The first session will deal with the Model User's Manual, which covers the safe use of the most common types of trailers and trailer hardware. Each manufacturer, to accurately reflect their products, can adapt the manual. The manufacturer can then add material based on the special features of their trailers, their experience, and any incident reports for a customized manual.

The second session will be devoted to Guidelines Compliance Issues. Topics to be covered include VIN labels, safety chains, trailer lighting, tire/wheel selection, and brakes. O'Toole will share insights on how to stay in compliance when manufacturing trailers, explain what Guidelines Compliance Consultation constitutes, and describe the benefits of participating in the program.

Ken Schmidt has been associated with Harley-Davidson since 1985. His success in helping improve the company's reputation and creating demand for its products played a vital role in the motorcycle legend's turnaround from the brink of ruin to global dominance. In his role as Harley's director of communication, Schmidt shaped the company's positioning and messaging and served as its primary spokesperson to the media and financial communities.

Harley-Davidson history

Since leaving the company in 1997 to focus his energy on his family, Schmidt has continued to be a major force in the communication industry and has provided non-traditional communication and brand-building expertise to many of the world's best-known businesses. He wrote a book with the grandson of one of the company's founders, “The Official History of Harley-Davidson,” which was released in last August to coincide with the company's 100th Anniversary. He has appeared on network television numerous times and spoken to hundreds of audiences around the world.

Schmidt, one of the most popular speakers and communications consultants in America, has been referred to as the “luckiest man on the planet,” largely because he has parlayed his success into touring the world on two wheels, meeting with presidents and royalty, hanging out with movie and music legends, and appearing on network news programs.

“How the people of Harley-Davidson were able to turn this great company around, as successfully as we did, makes for one of the best business stories of all time,” he says.

His presentation, “The Rise, Fall, and Rise of Harley-Davidson” — scheduled for 8:30 a.m. on Friday, Feb. 21 — is a riveting story of building a new corporate culture, rekindling relationships with customers, and finding new ones in untraditional ways.

His philosophy on life and business has remained the same: “Never do what's expected, make yourself as noticeably different as possible, and have a lot more fun than you're supposed to.”

From a devastating downturn in the 1970s, Harley-Davidson rebounded to the point where demand far outstripped the supply.

“The cool factor was always there; it just wasn't being taken care of,” he said.

So in 1981, 13 Harley-Davidson executives bought the company from AMF, and Harley began to reinvent itself.

“It became clear that what the company had been doing for years was unacceptable; [the customers] were disappointed about the quality of the motorcycle and the quality of the ownership experience,” he says. “If there's one thing that I learned in my years with Harley, it's that if you meet someone's expectations, you essentially haven't done anything.

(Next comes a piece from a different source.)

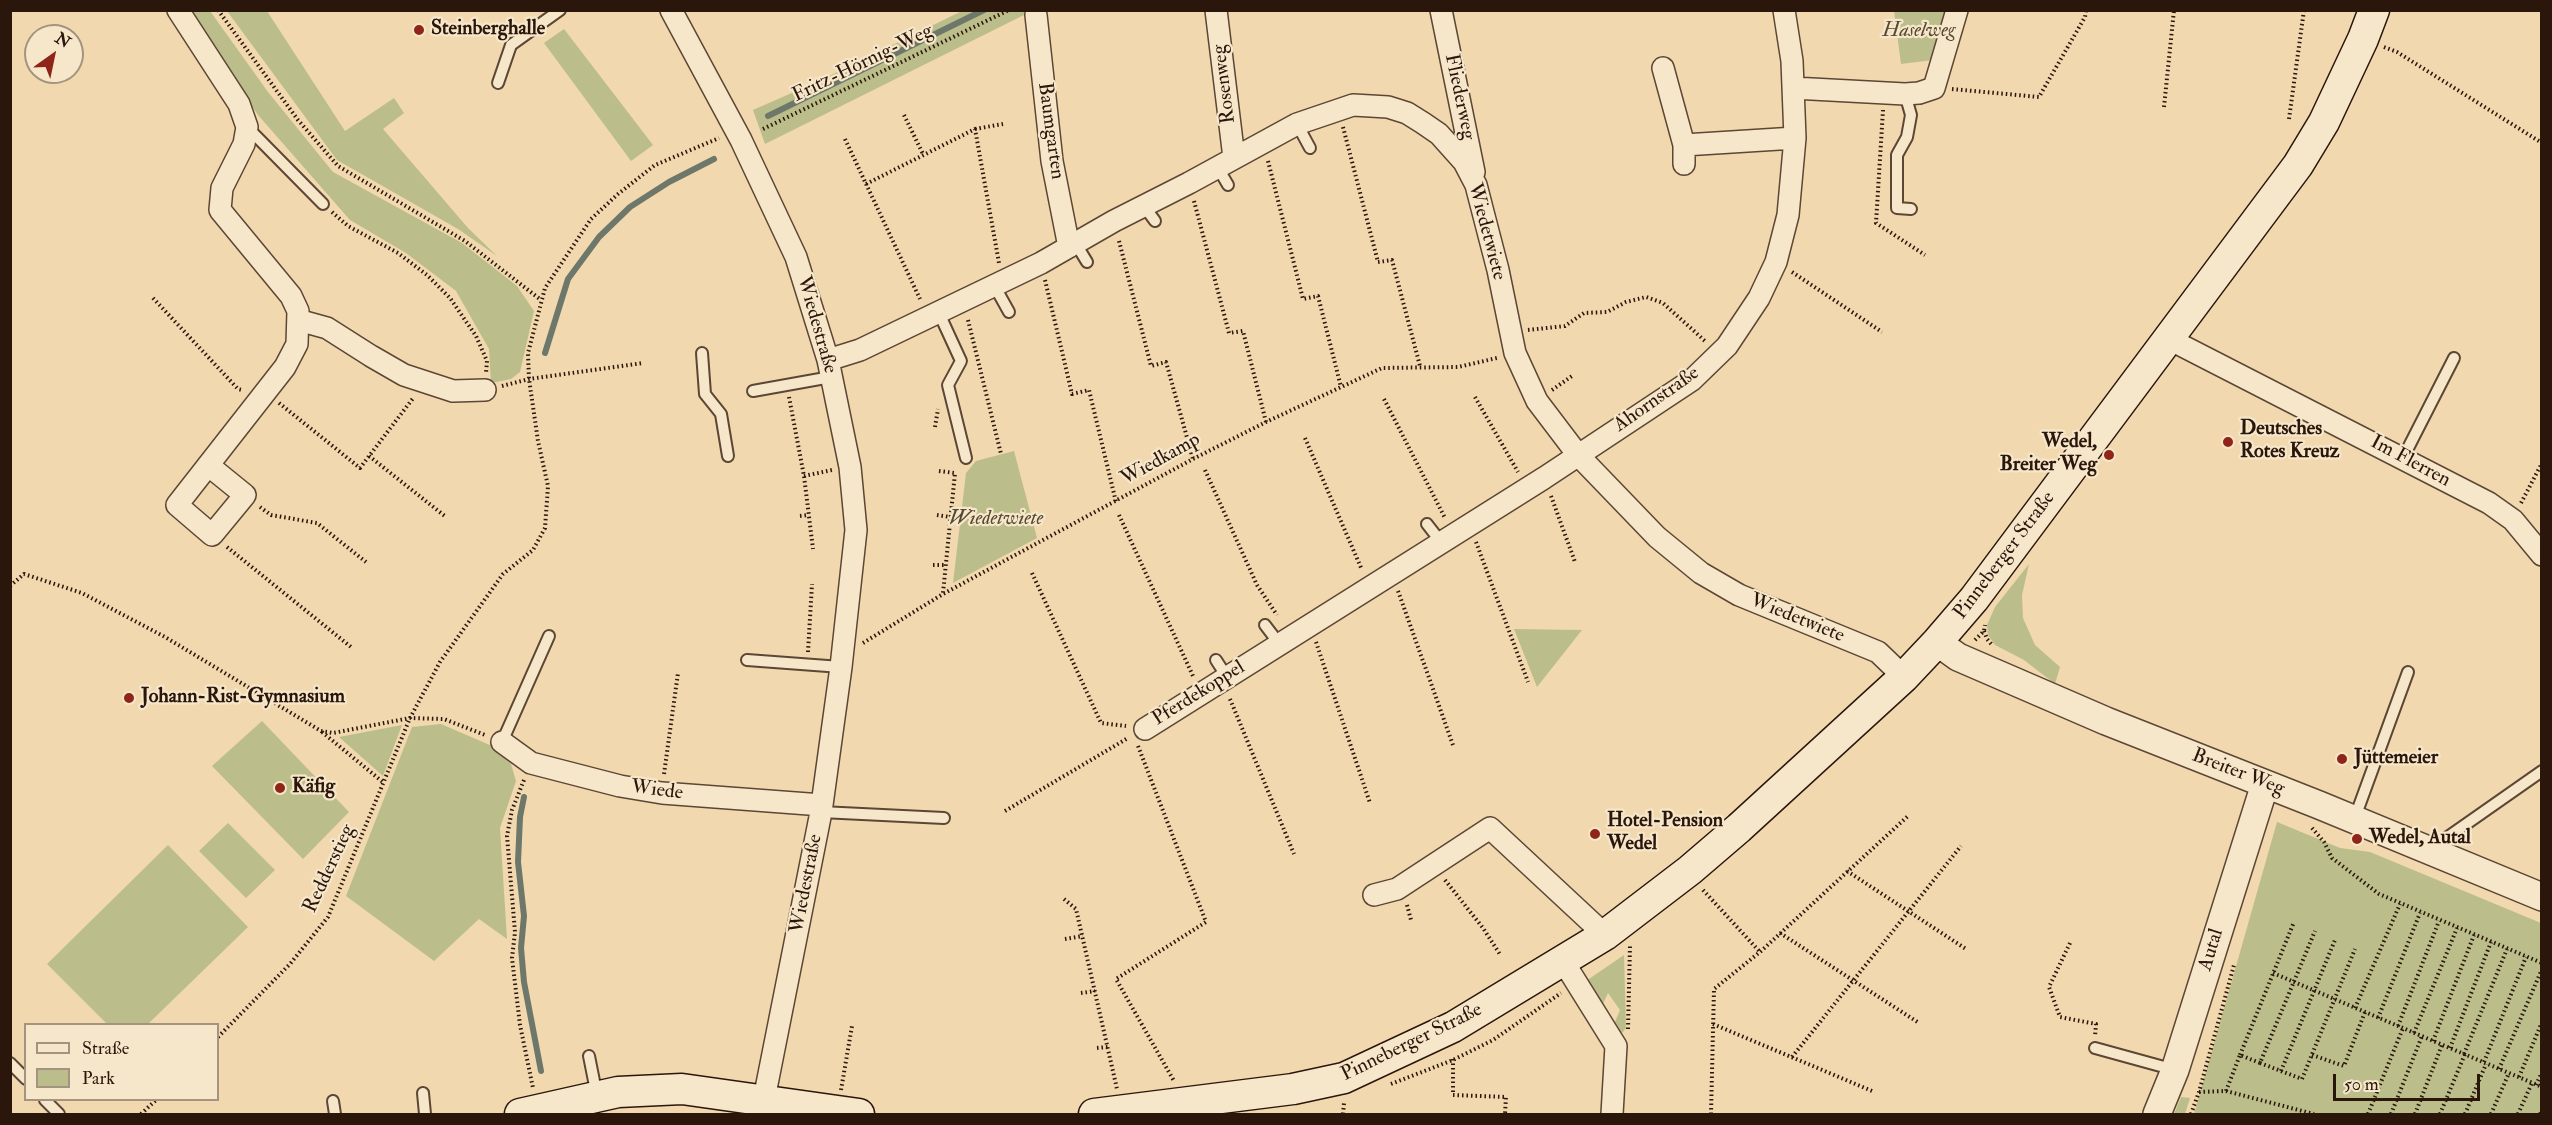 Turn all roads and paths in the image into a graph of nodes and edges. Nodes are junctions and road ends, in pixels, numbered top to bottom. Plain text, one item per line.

There's nothing memorable there; there's nothing that sets you apart from the competition because everybody fully expects his or her expectations to be met.

“They are met a thousand times a day. So when you do extraordinary things, connect with people and make them feel good, let them see the effort you're making on their behalf, they tend to remember, and they tell other people. It not only sets your business apart, but it also creates demand for your business.”

Delos R. Smith, senior business analyst for the Conference Board, will present an Economic Update from 10-11:15 a.m. on Friday, Feb. 21.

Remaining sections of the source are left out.